Pakistan will add 60,000 troops to patrol Afghan border: report
ISLAMABAD: Pakistan will add as many as 60,000 troops to boost its patrols along its border with Afghanistan in an effort to curb the flow of insurgents passing between the two nations, according to military officials familiar with the matter.
According to a report published by Bloomberg, 40 percent of the troops have already been recruited in the exercise, which is expected to take two years, the officials said, asking not to be identified so they could discuss sensitive troop movements. About 13 percent of a fence planned along the 1,456-mile-long border has also been completed, they said.
The armed force’s media department didn’t respond to a request for comment. The move will consolidate Pakistan’s border operations, which have been beefed-up in recent years after widespread insecurity wracked the country following the US invasion of Afghanistan.

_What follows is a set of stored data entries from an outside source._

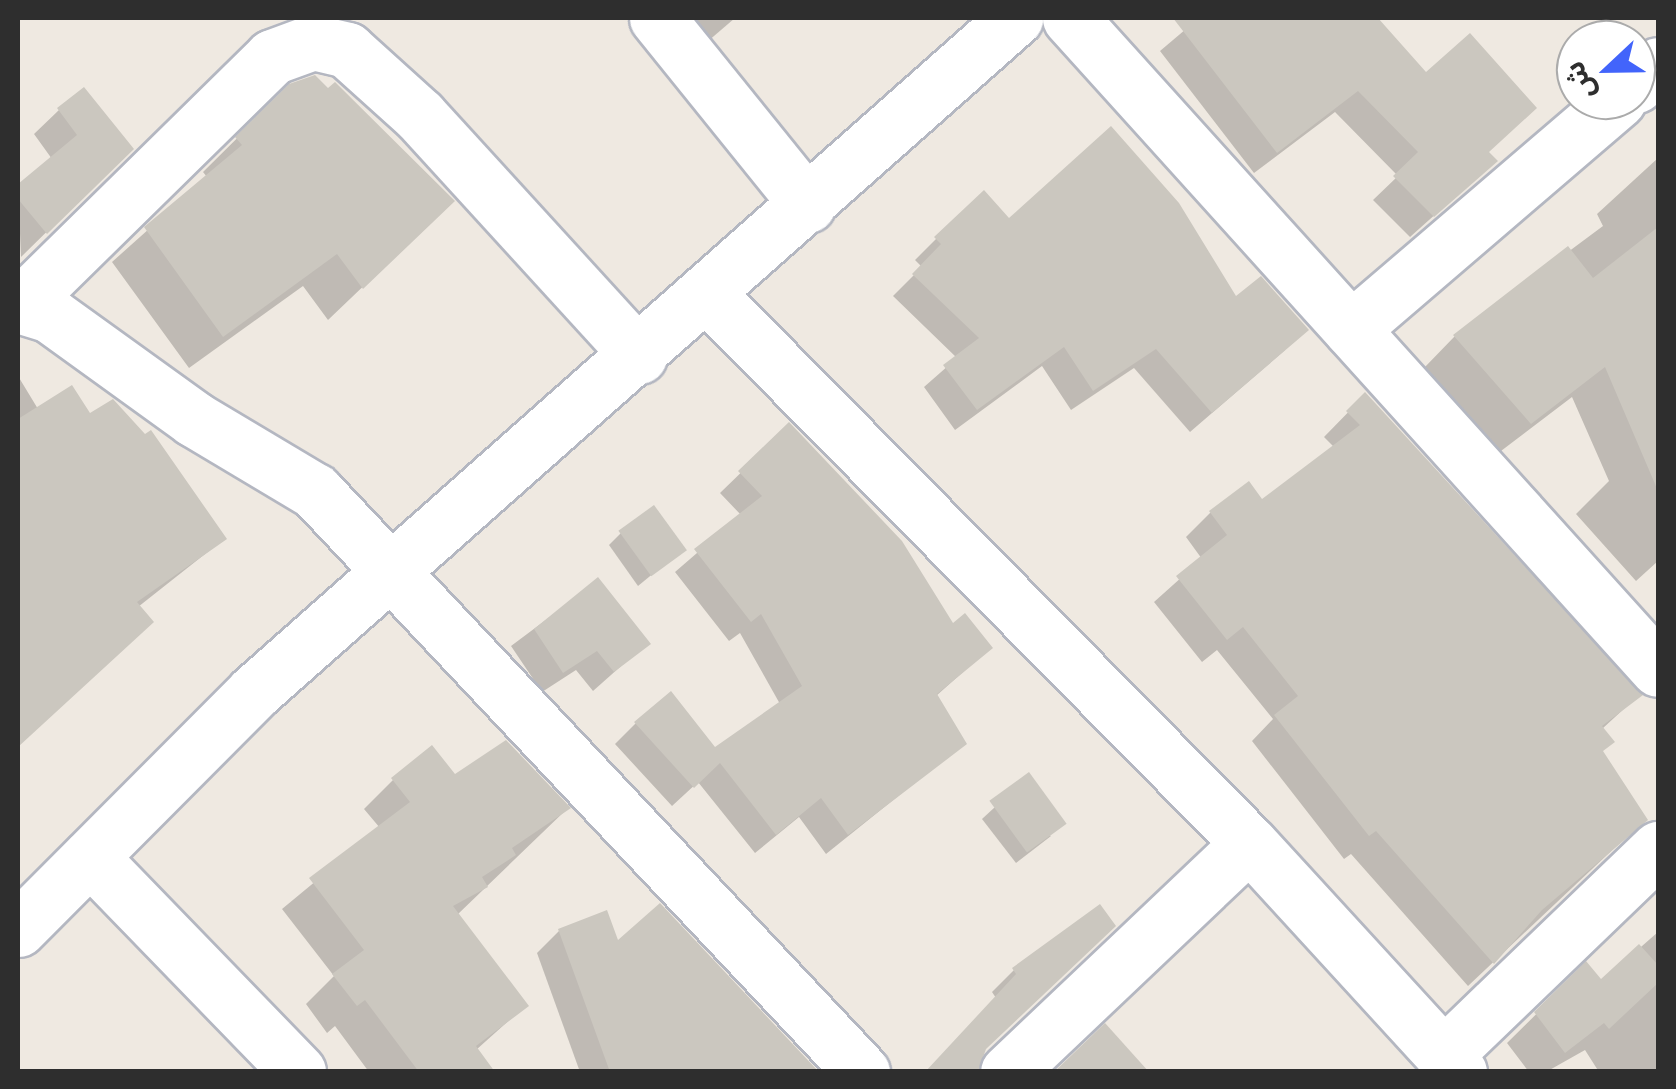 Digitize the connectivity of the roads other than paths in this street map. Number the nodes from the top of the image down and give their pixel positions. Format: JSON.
{"nodes":[{"id":1,"x":657,"y":18,"type":"edge"},
{"id":2,"x":1015,"y":18,"type":"edge"},
{"id":3,"x":1070,"y":18,"type":"edge"},
{"id":4,"x":1595,"y":120,"type":"edge"},
{"id":5,"x":808,"y":205,"type":"junction"},
{"id":6,"x":708,"y":295,"type":"junction"},
{"id":7,"x":19,"y":305,"type":"edge"},
{"id":8,"x":1350,"y":329,"type":"junction"},
{"id":9,"x":639,"y":356,"type":"junction"},
{"id":10,"x":390,"y":576,"type":"junction"},
{"id":11,"x":1658,"y":670,"type":"edge"},
{"id":12,"x":1249,"y":843,"type":"junction"},
{"id":13,"x":1658,"y":849,"type":"edge"},
{"id":14,"x":90,"y":858,"type":"junction"},
{"id":15,"x":18,"y":929,"type":"edge"},
{"id":16,"x":1452,"y":1063,"type":"edge"},
{"id":17,"x":298,"y":1072,"type":"edge"},
{"id":18,"x":862,"y":1072,"type":"edge"},
{"id":19,"x":1008,"y":1072,"type":"edge"}],
"edges":[{"from":1,"to":5,"type":"street"},
{"from":2,"to":5,"type":"street"},
{"from":3,"to":8,"type":"street"},
{"from":4,"to":8,"type":"street"},
{"from":5,"to":6,"type":"street"},
{"from":6,"to":9,"type":"street"},
{"from":6,"to":12,"type":"street"},
{"from":7,"to":9,"type":"street"},
{"from":7,"to":10,"type":"street"},
{"from":8,"to":11,"type":"street"},
{"from":9,"to":10,"type":"street"},
{"from":10,"to":14,"type":"street"},
{"from":10,"to":18,"type":"street"},
{"from":12,"to":16,"type":"street"},
{"from":12,"to":19,"type":"street"},
{"from":13,"to":16,"type":"street"},
{"from":14,"to":15,"type":"street"},
{"from":14,"to":17,"type":"street"}]}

Domestic terror-related violence is now at its lowest in more than a decade. The army, which has 661,000 regular and paramilitary troops, have previously been more focused on the country’s eastern border with arch-rival neighbour India, with which it’s fought three wars against.
Pakistani officials have said the fence across the mountainous border is needed to stop the flow of militants crossing into both countries. More than 2 million refugees live in Pakistan and the government has said those camps are breeding grounds for insurgency.
The border is porous and has 235 crossing points, some frequently used by militants and drug traffickers, of which 18 can be accessed by vehicles, according to a report by the Afghanistan Analysts Network research group in October.
“It may not stop every terrorist, but it will deter them,” said Ikram Sehgal, a former military officer and chairman of Pathfinder Group, Pakistan’s largest private security company. “If you are serious about no encroachment, this is necessary.”
After winning last month’s national election, incoming Prime Minister Imran Khan promised to work for peace in Afghanistan and told Ashraf Ghani in a call after his victory that he would visit Kabul at an unspecified time. “If there is peace in Afghanistan, there will be peace in Pakistan,” said Imran Khan in a televised victory speech from Islamabad last month.